Brian will be along with the map discussion shortly.
Rain has thrown a kink into the plans of many Central Alabamians on this April Sunday.
Above you can see a picture of composite reflectivity forecast from the RAP model for noon today. This is an idea of where the rain might be falling. Imagine this moving from southwest to northeast and you get the picture.
As folks head out the door for church, moderate to heavy rain is falling across much of Sumter and parts of Greene, Hale, Perry and Dallas Counties. There is also moderate rain from the Montgomery area east through Union Springs over to Eufaula.
A few spotty showers are over southern Talladega, Tallapoosa and Chambers Counties in East Central Alabama.
Everything is pushing northeast, but the northern edge is having a hard time chewing through dry air the further it makes it.
Light showers will reach Tuscaloosa by 8:30 or so.
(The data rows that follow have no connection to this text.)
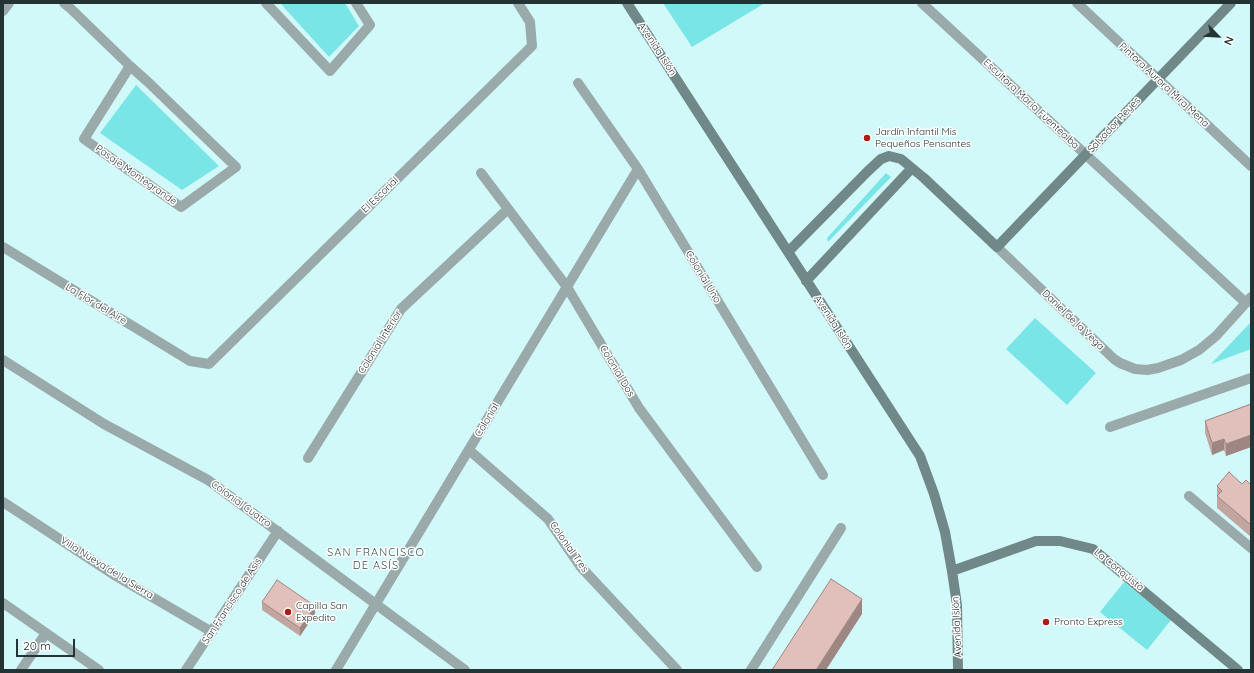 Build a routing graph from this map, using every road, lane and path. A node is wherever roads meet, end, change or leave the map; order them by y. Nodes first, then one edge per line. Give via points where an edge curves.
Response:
1 (9, 3) edge
2 (64, 3) edge
3 (266, 3) edge
4 (356, 3) edge
5 (518, 3) edge
6 (627, 3) edge
7 (922, 3) edge
8 (1077, 3) edge
9 (1231, 3) edge
10 (3, 11) edge
11 (130, 66) junction
12 (1158, 79) junction
13 (578, 84) dead end
14 (1086, 154) junction
15 (1251, 166) edge
16 (638, 169) junction
17 (911, 169) junction
18 (481, 173) dead end
19 (508, 209) junction
20 (3, 247) edge
21 (997, 247) junction
22 (788, 252) junction
23 (806, 281) junction
24 (567, 287) junction
25 (1248, 300) edge
26 (3, 360) edge
27 (190, 361) joint
28 (1251, 378) edge
29 (1110, 427) dead end
30 (469, 450) junction
31 (308, 458) dead end
32 (823, 475) dead end
33 (1189, 496) dead end
34 (3, 502) edge
35 (841, 528) dead end
36 (278, 531) junction
37 (1251, 548) edge
38 (757, 566) dead end
39 (952, 571) junction
40 (377, 603) junction
41 (3, 604) edge
42 (212, 632) junction
43 (46, 633) junction
44 (21, 670) edge
45 (99, 670) edge
46 (186, 670) edge
47 (336, 670) edge
48 (465, 670) edge
49 (677, 670) edge
50 (751, 670) edge
51 (958, 670) edge
52 (1238, 670) edge

1 - 10 street
2 - 11 street, Pasaje Montegrande
3 - 4 street via 330,71 370,25
5 - 27 street, El Escorial via 530,22 532,46 209,364
6 - 22 street, Avenida Islón
7 - 14 street, Escultora María Fuentealba
8 - 12 street, Pintora Aurora Mira Mena
9 - 12 street, Salvador Reyes
11 - 11 street, Pasaje Montegrande via 84,139 181,207 236,167
12 - 14 street, Salvador Reyes
12 - 15 street, Pintora Aurora Mira Mena
13 - 16 street, Colonial Uno
14 - 21 street, Salvador Reyes
14 - 25 street, Escultora María Fuentealba
16 - 24 street, Colonial
16 - 32 street, Colonial Uno
17 - 21 street, Daniel de la Vega via 924,178
17 - 22 street, Daniel de la Vega via 901,159 889,156 881,159
17 - 23 street
18 - 19 street, Colonial Dos
19 - 24 street, Colonial Dos
19 - 31 street, Colonial Interior via 401,308
20 - 27 street, La Flor del Aire
21 - 25 street, Daniel de la Vega via 1114,359 1135,369 1158,368 1190,355 1216,336
22 - 23 street, Avenida Islón
23 - 39 street, Avenida Islón via 920,456 945,532
24 - 30 street, Colonial
24 - 38 street, Colonial Dos via 639,408
26 - 36 street, Colonial Cuatro via 104,424 208,480
28 - 29 street
30 - 40 street, Colonial
30 - 49 street, Colonial Tres via 548,519 580,566
33 - 37 street
34 - 42 street, Villa Nueva de la Sierra via 116,576
35 - 50 street
36 - 40 street, Colonial Cuatro
36 - 42 street, San Francisco de Asís
39 - 51 street, Avenida Islón via 957,605
39 - 52 street, La Conquista via 1036,541 1060,542 1093,549
40 - 47 street, Colonial
40 - 48 street, Colonial Cuatro
41 - 43 street
42 - 46 street, San Francisco de Asís
43 - 44 street
43 - 45 street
Spotty showers will affect areas from Pell City to Birmingham before 9, increasing in intensity and coverage during the late morning.
Rain will become heavier and more widespread generally from eastern Tuscaloosa through southern Jefferson into St Clair and Calhoun counties south into South Central Alabama before noon. Folks in places like Linden, Demopolis, Marion, Selma, Centreville, Clanton, Prattville, Talladega, Columbiana, Pell City, Anniston and Ashland will have scattered showers, with a period or two or moderate rain that could last an hour or two.
In the Birmingham area, it looks like the best chance for moderate to heavy rain will be between 11-2, especially for southern Jefferson, Shelby and St. Clair Counties.
Scattered showers will affect areas north of I-20 later this morning, continuing through much of the day, but rainfall amounts will be light.
There could be some thunder for areas south of US-80, but lightning is confined to southern Mississippi and Louisiana right now. There have been tornado warnings for some of the Louisiana coastal parishes and there is a severe thunderstorm warning right now for St. Bernard Parish east of New Orleans. Severe weather is not expected in Alabama today.